Missed School Means Missed Meals for Many Children.
According to the World Food Programme, the latest record shows that 267 million children are missing meals because schools have been shut down.
Education is a key method for addressing the issue of hunger in some of the world’s poorest regions. For many children including the ones we serve, going to school also means getting fed. Unfortunately, due to the spread of the coronavirus, kids are not only missing school but also the only healthy nutritious meal they will have for the day.
We believe, by providing basic education for a bigger population there is an investment in economic development directly correlated with the overall development of society. Providing a better-educated future to a nation’s children is the stepping stone to improving the health care system, agricultural production, and political and domestic relations. Nutrition, however, is the building block of learning as a hungry child will not have the brain power to pay attention or understand what is being taught.
60% of the world’s hungry are women and children.
Despite efforts by notable world organizations to increase food supplies and eliminate hunger, the solution has proven elusive. The global hunger problem has been exacerbated by COVID-19 which has ravaged many communities around the world. Right on it’s heels was the devastation caused by desert locusts to poor areas which were already struggling. School Feeding programs were essential as they were often the only meal of the day for a lot of children. With the closure of schools, many of these children are going without food and malnutrition has skyrocketed.
What do you need to know about hunger after COVID-19?
Living in an uncertain time often we forget about the bigger picture and the consequences of the pandemic that struck our world where it hurts the most.
COVID-19 caused enormous damage in the fight to the world famine that the number of people who will suffer acute hunger will grow more. The United Nations World Food Program (WFP) warned that by the end of 2020, more than 260 million people will face starvation. Hunger and malnutrition have been known to affect more people than AIDS, malaria, and tuberculosis combined. With COVID-19 spreading in affected areas the outcome is equalling disaster. Food deprivation was taking a child’s life every 3 seconds before the threat of COVID-19 hit the food supply with movement restrictions, economic shutdowns, and rocketing retail prices.
What do we do to help?
Studies show results that educated female farmers in Kenya were able to grow 22% more than male farmers, by using the same resources and knowledge, only smarter.
If women had agricultural resources, female farmers could lift as many as 150 million people out of hunger.
Pockets of Promise understands the power of education and that’s why we provide tuition assistance to children who cannot afford it and also supplement the education children in impoverished communities receive with our after school literacy programs. We know that effective learning is fueled by proper nutrition and are keenly aware of the nutritional needs of the children we serve. That’s why we provide breakfast in our classrooms and healthy snacks for the kids in our after school programs.
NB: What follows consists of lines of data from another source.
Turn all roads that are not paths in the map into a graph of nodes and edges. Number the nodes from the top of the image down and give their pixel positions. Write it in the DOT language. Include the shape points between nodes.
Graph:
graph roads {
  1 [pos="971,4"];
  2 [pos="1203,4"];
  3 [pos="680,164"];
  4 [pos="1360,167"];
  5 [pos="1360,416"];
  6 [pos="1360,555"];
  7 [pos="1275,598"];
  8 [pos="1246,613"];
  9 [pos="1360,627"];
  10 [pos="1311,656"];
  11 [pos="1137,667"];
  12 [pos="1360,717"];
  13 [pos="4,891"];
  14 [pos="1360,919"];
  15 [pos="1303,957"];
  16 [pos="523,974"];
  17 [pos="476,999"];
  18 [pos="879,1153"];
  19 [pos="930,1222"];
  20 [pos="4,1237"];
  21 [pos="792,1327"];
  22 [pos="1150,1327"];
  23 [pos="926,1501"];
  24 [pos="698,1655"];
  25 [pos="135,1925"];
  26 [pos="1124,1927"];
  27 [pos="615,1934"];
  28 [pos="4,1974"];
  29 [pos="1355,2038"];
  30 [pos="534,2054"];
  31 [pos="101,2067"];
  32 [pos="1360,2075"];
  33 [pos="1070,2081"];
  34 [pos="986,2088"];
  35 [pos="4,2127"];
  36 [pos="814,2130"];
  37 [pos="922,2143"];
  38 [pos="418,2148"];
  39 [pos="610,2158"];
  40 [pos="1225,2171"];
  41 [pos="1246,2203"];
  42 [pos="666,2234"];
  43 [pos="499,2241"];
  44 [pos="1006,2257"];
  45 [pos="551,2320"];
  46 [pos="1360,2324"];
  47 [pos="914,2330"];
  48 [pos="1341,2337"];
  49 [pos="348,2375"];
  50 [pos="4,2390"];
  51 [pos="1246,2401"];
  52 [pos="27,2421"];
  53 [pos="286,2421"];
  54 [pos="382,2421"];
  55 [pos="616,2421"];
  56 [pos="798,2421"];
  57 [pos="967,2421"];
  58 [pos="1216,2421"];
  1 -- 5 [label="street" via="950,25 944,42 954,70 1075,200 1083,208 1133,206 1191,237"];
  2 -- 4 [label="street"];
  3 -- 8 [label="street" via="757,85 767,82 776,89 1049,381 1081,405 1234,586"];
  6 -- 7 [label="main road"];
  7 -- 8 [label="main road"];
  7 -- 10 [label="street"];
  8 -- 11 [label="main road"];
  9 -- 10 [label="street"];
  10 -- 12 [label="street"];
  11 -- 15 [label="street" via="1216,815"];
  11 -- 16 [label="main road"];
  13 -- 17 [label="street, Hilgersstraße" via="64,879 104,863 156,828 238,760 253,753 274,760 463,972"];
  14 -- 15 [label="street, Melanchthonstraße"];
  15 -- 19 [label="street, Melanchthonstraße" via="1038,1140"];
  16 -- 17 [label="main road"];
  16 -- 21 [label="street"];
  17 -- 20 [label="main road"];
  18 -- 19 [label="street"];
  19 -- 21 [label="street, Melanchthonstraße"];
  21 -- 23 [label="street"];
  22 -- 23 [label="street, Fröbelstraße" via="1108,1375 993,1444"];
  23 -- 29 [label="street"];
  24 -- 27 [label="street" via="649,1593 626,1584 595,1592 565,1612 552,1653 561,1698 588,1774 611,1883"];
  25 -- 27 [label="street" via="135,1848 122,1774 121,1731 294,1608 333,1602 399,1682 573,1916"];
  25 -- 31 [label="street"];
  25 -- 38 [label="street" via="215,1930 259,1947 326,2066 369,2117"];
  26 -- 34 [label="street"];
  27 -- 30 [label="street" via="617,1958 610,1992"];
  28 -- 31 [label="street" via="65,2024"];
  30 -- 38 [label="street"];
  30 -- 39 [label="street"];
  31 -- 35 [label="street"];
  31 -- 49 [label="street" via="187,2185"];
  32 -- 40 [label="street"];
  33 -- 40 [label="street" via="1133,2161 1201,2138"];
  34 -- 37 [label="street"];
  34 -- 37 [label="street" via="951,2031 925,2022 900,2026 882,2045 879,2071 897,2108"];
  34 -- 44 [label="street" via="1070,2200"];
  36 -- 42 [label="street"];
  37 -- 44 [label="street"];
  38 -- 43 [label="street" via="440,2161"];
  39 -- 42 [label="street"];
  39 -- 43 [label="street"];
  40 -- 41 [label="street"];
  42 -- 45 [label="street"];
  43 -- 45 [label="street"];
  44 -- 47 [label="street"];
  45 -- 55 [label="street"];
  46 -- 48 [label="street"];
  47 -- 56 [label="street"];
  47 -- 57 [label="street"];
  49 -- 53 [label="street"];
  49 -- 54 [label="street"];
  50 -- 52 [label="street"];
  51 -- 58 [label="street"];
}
With the COVID crisis, more families are needing help than before and Pockets of Promising is doubling down on our promise of no child left behind by providing monthly food packs to families and feeding children who are now attending school. Watch our latest video of children in Ghana, India and Uganda who had a great time this Christmas enjoying a hot meal and getting school supplies to get them ready to return to school.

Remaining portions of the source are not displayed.